ME: It also means “War” in Latin…so good luck with that.
If you can’t say something nice, say something mortifying and kinky.
Piss someone off by calling their dojo a karate store.
When making small talk at a tweet-up, avoid using the word “fungus.”
I’ve realized there’s more to life than social media so I guess this is goodbye for the next 12 minutes.
Babies look like old men. I told my newborn niece she was my sweet schmoopie angel and she told me to get off her lawn.
The sole purpose of your child’s middle name….is so they know when they’re really in trouble
ME: (throwing my car keys to the valet) Run me over real quick, chief.
I found my first grey pubic hair today. Normally these things don’t bother me but it was in my Big Mac.
Car salesmen: Good evening
Me: TAKE IT EASY PAL I’M JUST LOOKING AROUND
Sinbad:
1. Sailor
2. Comedian
3. Most succinct version of the Bible
Her: Col. Mustard did it in the conservatory with a lead pipe because the victim’s loud chewing drove him to it.
Me: You don’t have to give a motive. *bites into apple* Hey, is that a real lead pi
A miracle birth, then resurrection. Accept Frosty the Snowman as your personal savior.
pulling petals off a forget-me-not but it’s just me trying to figure out if the weather this weekend is snow or thunderstorms
5yo: mom, my teacher says I smell better than you
me: excuse me what
5yo: I can smell more things
7yo: ohh with his nose
5yo: yeah, I can smell better with my nose…because you’re old
me: wow
If it was really a smart phone it would have recognize that it was an ignored call, not missed.
In the 70s they recommended drinking one full size waterbed a day.
Wife: Nothing you could say could convince me that cockroaches aren’t the worst.
Me: Wall-E’s friend was a cockroach.
Wife: Except that.
if I won an award my acceptance speech would just be a list of medications that I’m thankful for
My nine year old stayed home with me today. The time is 11:30 am.
She has spoken more words today than I did in December.
My current body type is like you can sorta tell I workout, but you can also tell that I don’t say no when someone offers me a cookie.

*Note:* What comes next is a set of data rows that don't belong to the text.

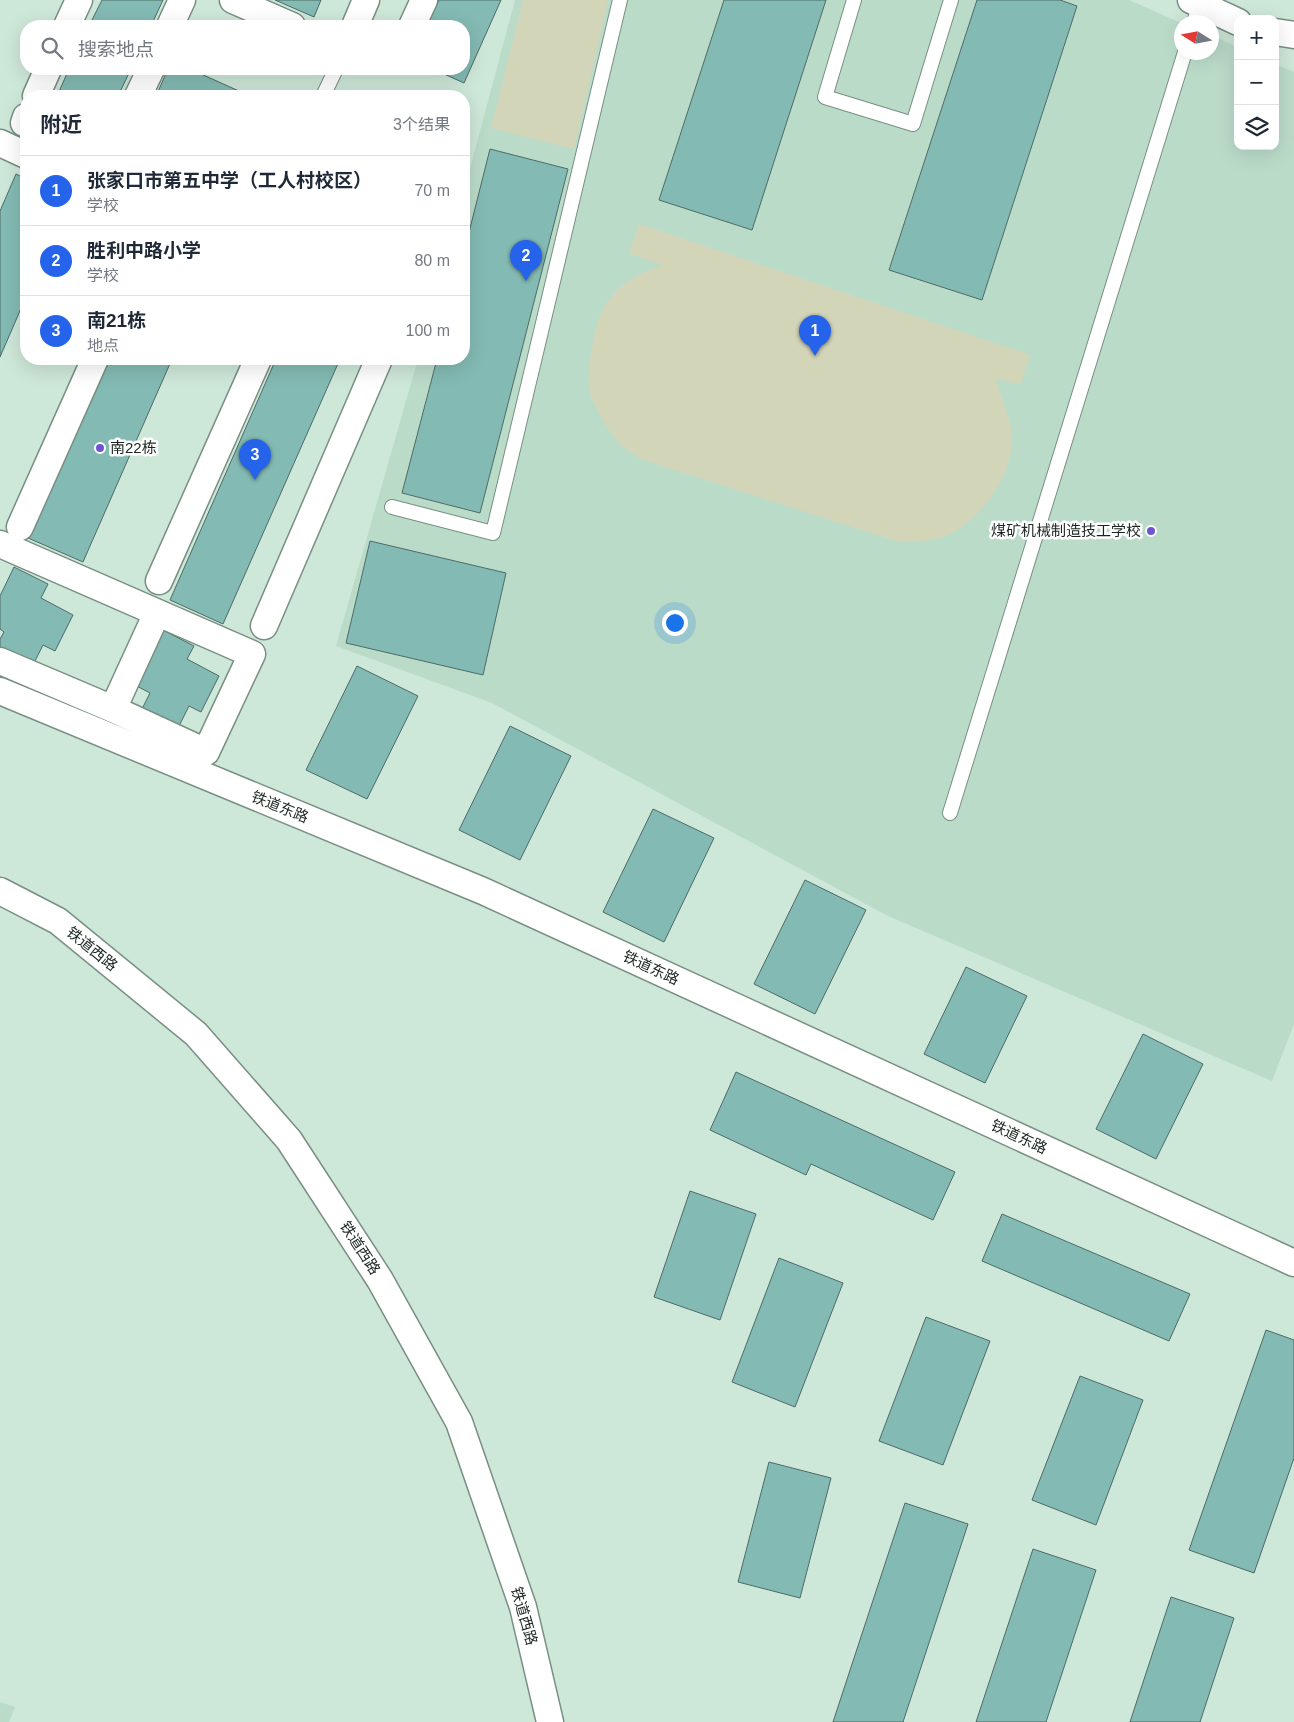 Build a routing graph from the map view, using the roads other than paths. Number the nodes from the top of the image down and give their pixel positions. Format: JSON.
{"nodes":[{"id":1,"x":79,"y":0,"type":"edge"},
{"id":2,"x":182,"y":0,"type":"edge"},
{"id":3,"x":366,"y":0,"type":"edge"},
{"id":4,"x":424,"y":0,"type":"edge"},
{"id":5,"x":620,"y":0,"type":"edge"},
{"id":6,"x":854,"y":0,"type":"edge"},
{"id":7,"x":951,"y":0,"type":"edge"},
{"id":8,"x":236,"y":1,"type":"edge"},
{"id":9,"x":1195,"y":9,"type":"edge"},
{"id":10,"x":70,"y":20,"type":"edge"},
{"id":11,"x":173,"y":20,"type":"edge"},
{"id":12,"x":279,"y":20,"type":"edge"},
{"id":13,"x":357,"y":20,"type":"edge"},
{"id":14,"x":415,"y":20,"type":"edge"},
{"id":15,"x":1234,"y":21,"type":"edge"},
{"id":16,"x":1279,"y":33,"type":"edge"},
{"id":17,"x":1294,"y":35,"type":"edge"},
{"id":18,"x":1183,"y":60,"type":"edge"},
{"id":19,"x":45,"y":75,"type":"edge"},
{"id":20,"x":148,"y":75,"type":"edge"},
{"id":21,"x":333,"y":75,"type":"edge"},
{"id":22,"x":39,"y":90,"type":"edge"},
{"id":23,"x":141,"y":90,"type":"edge"},
{"id":24,"x":326,"y":90,"type":"edge"},
{"id":25,"x":92,"y":365,"type":"edge"},
{"id":26,"x":255,"y":365,"type":"edge"},
{"id":27,"x":376,"y":365,"type":"edge"},
{"id":28,"x":392,"y":507,"type":"dead end"},
{"id":29,"x":20,"y":527,"type":"dead end"},
{"id":30,"x":0,"y":544,"type":"edge"},
{"id":31,"x":159,"y":581,"type":"dead end"},
{"id":32,"x":157,"y":613,"type":"junction"},
{"id":33,"x":264,"y":626,"type":"dead end"},
{"id":34,"x":0,"y":660,"type":"edge"},
{"id":35,"x":0,"y":692,"type":"edge"},
{"id":36,"x":113,"y":709,"type":"junction"},
{"id":37,"x":950,"y":813,"type":"dead end"},
{"id":38,"x":0,"y":891,"type":"edge"},
{"id":39,"x":1294,"y":1263,"type":"edge"},
{"id":40,"x":550,"y":1722,"type":"edge"}],
"edges":[{"from":1,"to":10,"type":"street"},
{"from":2,"to":11,"type":"street"},
{"from":3,"to":13,"type":"street"},
{"from":4,"to":14,"type":"street"},
{"from":5,"to":28,"type":"lane"},
{"from":6,"to":7,"type":"lane"},
{"from":8,"to":12,"type":"street"},
{"from":9,"to":15,"type":"street"},
{"from":16,"to":17,"type":"street"},
{"from":18,"to":37,"type":"lane"},
{"from":19,"to":22,"type":"street"},
{"from":20,"to":23,"type":"street"},
{"from":21,"to":24,"type":"lane"},
{"from":25,"to":29,"type":"street"},
{"from":26,"to":31,"type":"street"},
{"from":27,"to":33,"type":"street"},
{"from":30,"to":32,"type":"street"},
{"from":32,"to":36,"type":"street"},
{"from":32,"to":36,"type":"street"},
{"from":34,"to":36,"type":"street"},
{"from":35,"to":39,"type":"street","name":"铁道东路"},
{"from":38,"to":40,"type":"street","name":"铁道西路"}]}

“Put your hand on the shopping cart or I’m going to put you inside it.”
“Mom I’m right here.”
“Hand on the cart now. I don’t want you to get lost.”
“MooOoom”
“5, 4”
“I’M NOT GETTING LOST!”
“3, 2, 1”
*My mom struggles to lift me up into the cart*
“I’M 36 MOM!!”
Just when I’ve finally gotten everything cleaned and put in the dishwasher, my kid comes marching in with her museum collection of dishes and cups
Harry: so a time turner turns back time
Dumbledore: yes
Harry: to, say, stop two murders
Dumbledore:
Harry: hello
Dumbledore [loudly chewing jelly beans]: crazy how Pluto isn’t a planet anymore lol
When my kids were younger, I told them that the candy at the checkout counter was fake. Then we would laugh at the people buying “fake candy.”

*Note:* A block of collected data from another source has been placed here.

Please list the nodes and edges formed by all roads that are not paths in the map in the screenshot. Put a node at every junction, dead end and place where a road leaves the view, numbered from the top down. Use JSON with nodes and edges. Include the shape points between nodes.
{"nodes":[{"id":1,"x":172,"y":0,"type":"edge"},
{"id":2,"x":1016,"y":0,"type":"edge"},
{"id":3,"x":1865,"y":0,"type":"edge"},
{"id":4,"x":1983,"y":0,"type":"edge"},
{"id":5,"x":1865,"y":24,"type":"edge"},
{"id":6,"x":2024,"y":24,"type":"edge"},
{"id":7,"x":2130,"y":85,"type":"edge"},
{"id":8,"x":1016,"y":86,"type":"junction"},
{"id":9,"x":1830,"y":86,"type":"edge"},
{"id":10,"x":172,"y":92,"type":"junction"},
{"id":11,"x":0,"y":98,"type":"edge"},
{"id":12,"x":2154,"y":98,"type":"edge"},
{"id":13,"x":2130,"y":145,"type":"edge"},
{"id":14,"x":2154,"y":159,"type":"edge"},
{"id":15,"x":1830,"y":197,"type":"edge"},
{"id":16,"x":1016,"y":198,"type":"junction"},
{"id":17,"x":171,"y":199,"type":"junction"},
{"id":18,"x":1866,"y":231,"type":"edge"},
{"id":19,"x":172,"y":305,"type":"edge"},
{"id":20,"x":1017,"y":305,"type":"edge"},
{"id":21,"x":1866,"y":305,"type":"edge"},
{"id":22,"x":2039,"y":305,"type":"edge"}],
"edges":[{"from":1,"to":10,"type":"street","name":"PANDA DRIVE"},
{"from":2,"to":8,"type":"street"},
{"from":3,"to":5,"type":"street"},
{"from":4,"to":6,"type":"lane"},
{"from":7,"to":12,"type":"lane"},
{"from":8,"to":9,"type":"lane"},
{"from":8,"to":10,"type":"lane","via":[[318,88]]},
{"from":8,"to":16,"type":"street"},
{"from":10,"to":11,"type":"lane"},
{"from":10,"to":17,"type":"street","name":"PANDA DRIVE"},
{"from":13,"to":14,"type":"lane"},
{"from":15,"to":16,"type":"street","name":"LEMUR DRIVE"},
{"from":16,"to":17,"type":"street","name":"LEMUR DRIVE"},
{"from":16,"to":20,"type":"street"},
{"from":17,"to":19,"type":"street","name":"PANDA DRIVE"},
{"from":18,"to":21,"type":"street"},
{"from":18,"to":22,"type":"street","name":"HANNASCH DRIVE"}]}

100% sure whoever named the sea lion never saw a land lion
with both parents in the hospital the second most asked question i get after “how are they” is “how is your husband doing with the kids when you’re gone all the time?”
im going to start telling people he was unable to handle them so he sold them to the circus
In sign language, the story of my life can be told through a series of facepalms.